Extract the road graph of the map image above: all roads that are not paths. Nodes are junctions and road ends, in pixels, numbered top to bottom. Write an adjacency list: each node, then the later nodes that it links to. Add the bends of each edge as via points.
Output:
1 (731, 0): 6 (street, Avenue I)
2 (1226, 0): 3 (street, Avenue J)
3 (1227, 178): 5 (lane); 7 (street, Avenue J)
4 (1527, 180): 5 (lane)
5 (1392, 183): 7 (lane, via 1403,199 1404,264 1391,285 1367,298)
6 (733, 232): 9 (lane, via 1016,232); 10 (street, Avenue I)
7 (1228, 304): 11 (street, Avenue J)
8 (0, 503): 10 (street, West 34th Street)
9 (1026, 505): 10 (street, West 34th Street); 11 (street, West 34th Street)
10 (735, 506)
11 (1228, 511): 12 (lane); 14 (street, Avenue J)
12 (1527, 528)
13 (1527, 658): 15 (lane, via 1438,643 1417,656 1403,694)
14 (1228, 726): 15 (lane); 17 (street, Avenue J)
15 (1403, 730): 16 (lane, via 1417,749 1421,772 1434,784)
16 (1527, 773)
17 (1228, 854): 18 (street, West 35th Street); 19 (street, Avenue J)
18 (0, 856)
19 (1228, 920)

____________

Set down the entire material again, exactly as it stands.

RESPONSE:
Extract the road graph of the map image above: all roads that are not paths. Nodes are junctions and road ends, in pixels, numbered top to bottom. Write an adjacency list: each node, then the later nodes that it links to. Add the bends of each edge as via points.
Output:
1 (731, 0): 6 (street, Avenue I)
2 (1226, 0): 3 (street, Avenue J)
3 (1227, 178): 5 (lane); 7 (street, Avenue J)
4 (1527, 180): 5 (lane)
5 (1392, 183): 7 (lane, via 1403,199 1404,264 1391,285 1367,298)
6 (733, 232): 9 (lane, via 1016,232); 10 (street, Avenue I)
7 (1228, 304): 11 (street, Avenue J)
8 (0, 503): 10 (street, West 34th Street)
9 (1026, 505): 10 (street, West 34th Street); 11 (street, West 34th Street)
10 (735, 506)
11 (1228, 511): 12 (lane); 14 (street, Avenue J)
12 (1527, 528)
13 (1527, 658): 15 (lane, via 1438,643 1417,656 1403,694)
14 (1228, 726): 15 (lane); 17 (street, Avenue J)
15 (1403, 730): 16 (lane, via 1417,749 1421,772 1434,784)
16 (1527, 773)
17 (1228, 854): 18 (street, West 35th Street); 19 (street, Avenue J)
18 (0, 856)
19 (1228, 920)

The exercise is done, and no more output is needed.